Mountain kings


When you’re brought up on a mixture of fairytales of wolves that speak, trolls that live under bridges, and monkeys that fly, seeing a landscape such as that in Iceland coupled with tales of stunning lakes that make people pass out and then drown can open possibilities of myth and wonder combining with leafy paths and nature. Volcanoes are so at the epicentre of this. Life On Fire, subheaded as Icelandic Volcanoes: Who Is Next?, mixes breath-taking landscapes with ancient stories and brand new science to write new stories of wonder and danger, as farmers literally live on the edge of volcanoes that are mighty gods both threatening and nourishing the land and its people. This is good stuff. A countryside peppered with magma boulders hundreds of years old, on the same island as a farmer in his first year running the family business. He has stories from his grandfather and great-grandfather of huge volcanic eruptions of bygone years and what was left behind. There’s got to be a grandma in the next cluster of woods we come to.

“There’s got to be a grandma in the next cluster of woods we come to”

Even the science sounds and looks wonderous, as ‘caldrons’ are created on the glacier lids of giant volcanoes, seen as whirlpools in the snow and ice as the heat from the magma below rises giving clues to the imminency of the next eruption.
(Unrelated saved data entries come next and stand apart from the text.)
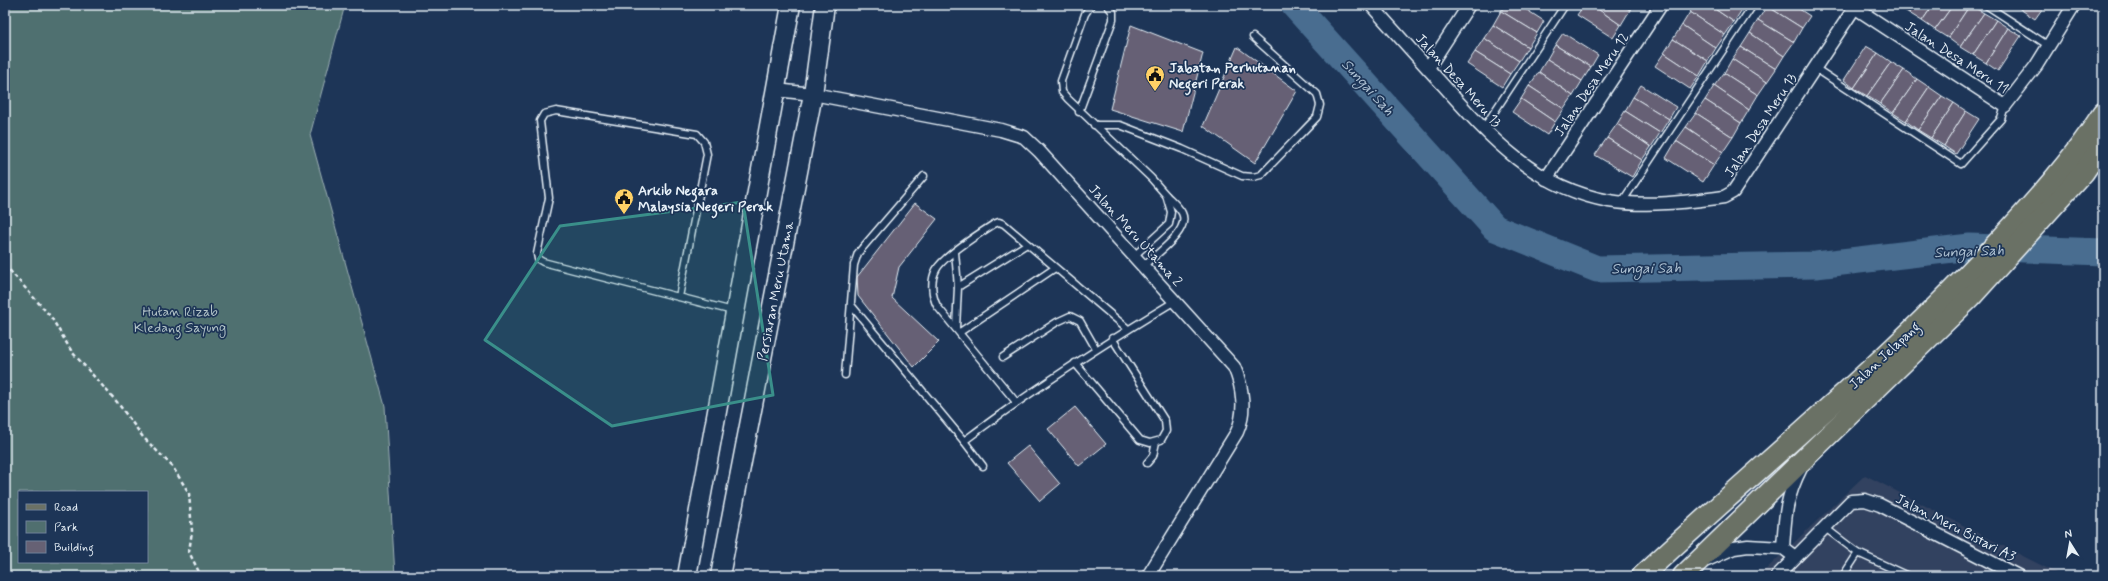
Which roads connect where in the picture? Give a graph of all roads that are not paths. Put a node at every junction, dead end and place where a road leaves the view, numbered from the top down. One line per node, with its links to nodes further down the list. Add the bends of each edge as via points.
1 (791, 5): 17 (main road)
2 (825, 5): 18 (main road, Persiaran Meru Utama)
3 (1090, 5): 20 (lane, via 1061,81 1062,92)
4 (1107, 5): 20 (lane, via 1112,12 1112,20)
5 (1371, 5): 15 (street, Jalan Desa Meru 13)
6 (1469, 5): 15 (street)
7 (1564, 5): 23 (lane)
8 (1661, 5): 26 (street, Jalan Desa Meru 12)
9 (1753, 5): 28 (lane)
10 (1986, 5): 14 (lane)
11 (2074, 5): 14 (street, Jalan Desa Meru 11)
12 (1853, 6): 16 (street, Jalan Desa Meru 13); 19 (street, Jalan Desa Meru 11)
13 (1253, 37): 22 (lane, via 1317,94 1320,105 1317,117 1261,175 1242,176 1182,149 1120,126)
14 (2049, 46): 19 (street, Jalan Desa Meru 11)
15 (1428, 68): 23 (street, Jalan Desa Meru 13)
16 (1815, 68): 19 (lane, via 1961,164 2001,119); 28 (street, Jalan Desa Meru 13, via 1733,192 1724,197 1705,199 1647,204)
17 (776, 90): 18 (street, Jalan Meru Utama 2); 40 (main road)
18 (813, 94): 32 (street, Jalan Meru Utama 2, via 1001,130 1024,137); 61 (main road, Persiaran Meru Utama)
19 (2005, 106)
20 (1079, 112): 22 (lane)
21 (2103, 113): 29 (main road, Jalan Jelapang)
22 (1094, 126): 27 (lane)
23 (1483, 129): 26 (street, Jalan Desa Meru 13, via 1518,160)
24 (2103, 144): 29 (main road, Jalan Jelapang, via 2084,172)
25 (924, 176): 39 (lane, via 858,253 854,265)
26 (1546, 179): 28 (street, Jalan Desa Meru 13, via 1587,195)
27 (1166, 195): 32 (lane, via 1171,212 1169,224); 33 (lane, via 1182,213 1184,223 1181,231)
28 (1622, 202)
29 (2041, 206): 36 (main road, Jalan Jelapang)
30 (1027, 244): 31 (lane, via 999,222); 34 (lane); 35 (lane)
31 (955, 252): 35 (lane); 42 (lane, via 936,269 932,288 937,306)
32 (1134, 256): 33 (street, Jalan Meru Utama 2)
33 (1143, 266): 38 (street, Jalan Meru Utama 2)
34 (1055, 268): 41 (lane); 42 (lane)
35 (958, 287): 42 (lane)
36 (1964, 292): 51 (main road, Jalan Jelapang); 63 (main road, Jalan Jelapang, via 1867,372)
37 (679, 297): 37 (lane, via 707,154 704,142 697,134 556,111 544,114 540,121 549,198 538,259); 40 (lane)
38 (1175, 301): 41 (lane); 62 (street, Jalan Meru Utama 2, via 1234,367 1242,391 1242,415 1237,432)
39 (851, 305): 47 (lane); 49 (lane)
40 (736, 312): 60 (main road)
41 (1128, 329): 43 (lane)
42 (958, 330): 48 (lane)
43 (1112, 338): 44 (lane); 50 (lane, via 1165,421 1167,426 1164,437)
44 (1096, 349): 45 (lane, via 1080,321 1070,316); 46 (lane)
45 (1003, 357)
46 (1075, 363): 48 (lane); 50 (lane, via 1140,440 1145,443)
47 (845, 375)
48 (1016, 402): 49 (lane)
49 (964, 441): 53 (lane)
50 (1156, 442): 52 (lane, via 1153,456)
51 (1808, 454): 55 (street, via 1794,480 1787,502); 59 (main road, Jalan Jelapang)
52 (1147, 463)
53 (983, 466)
54 (1824, 527): 56 (lane); 57 (street); 58 (street, Jalan Meru Bistari A3, via 1851,501 1865,500 1880,505)
55 (1784, 548): 57 (street); 59 (street, via 1734,548)
56 (1858, 553): 65 (lane); 66 (lane)
57 (1795, 557): 64 (street)
58 (1995, 571): 67 (street, Jalan Meru Bistari A3)
59 (1685, 574)
60 (687, 576)
61 (720, 576)
62 (1148, 576)
63 (1642, 576)
64 (1777, 576)
65 (1843, 576)
66 (1908, 576)
67 (2018, 576)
When the 2010 unpronounceable volcano in Iceland erupted and stopped air flights across most of Europe it cost airlines over $1 billion. And that was a relatively small one in terms of what Icelandic people are used to dealing with. Eat your heart out Dr Evil. During that time I had reason to travel to the Midlands and one of the spookiest things I’ve ever experienced was driving up to that ash cloud and then directly under it so that we were surrounded on all sides. When something steals your horizon you’ve got to give it respect, and when something is that absolute to the sky it’s bound to conjure up ideas of Mordor, Dune and any other otherworldliness you may have encountered. Well, it certainly did with me.

Seeing these marvellous landscapes brought it back and then some. Individually examining the four volcanoes most likely to go off next, their scientific results and their legends – mixing myth and discovery felt a lot like magic. As does the fact that these mighty tempers provide hot water and clean energy for the country, and that the fallen ash actively helps the farming on the land. It’s almost a whole different eco system.

Even scarier stuff comes with the possibility of a ‘big’ eruption, with the climate of the planet likely to be affected for a while, loss of life instead of simply loss of finance, and maybe not quite the dawn of a new age, but definitely one that would inspire a whole raft of new literature, films, political priorities and holiday destinations.

Enticing as the Snow Queen in Narnia, and with a soundtrack to match the majesty, this documentary paints a picture with detailed strokes and vibrant colours. As one of the farmers that lives near the huge volcano Katla says: “Katla is in her place and she will wake up when she is ready”. He then snapped me out of my Grimm fairytale revelry with the sidebar: “But it’s probably less dangerous to live here by Katla than in the streets of Reykjavík”. Proving that city paranoia continues even from the edge of Hell. Some things are destined never to change.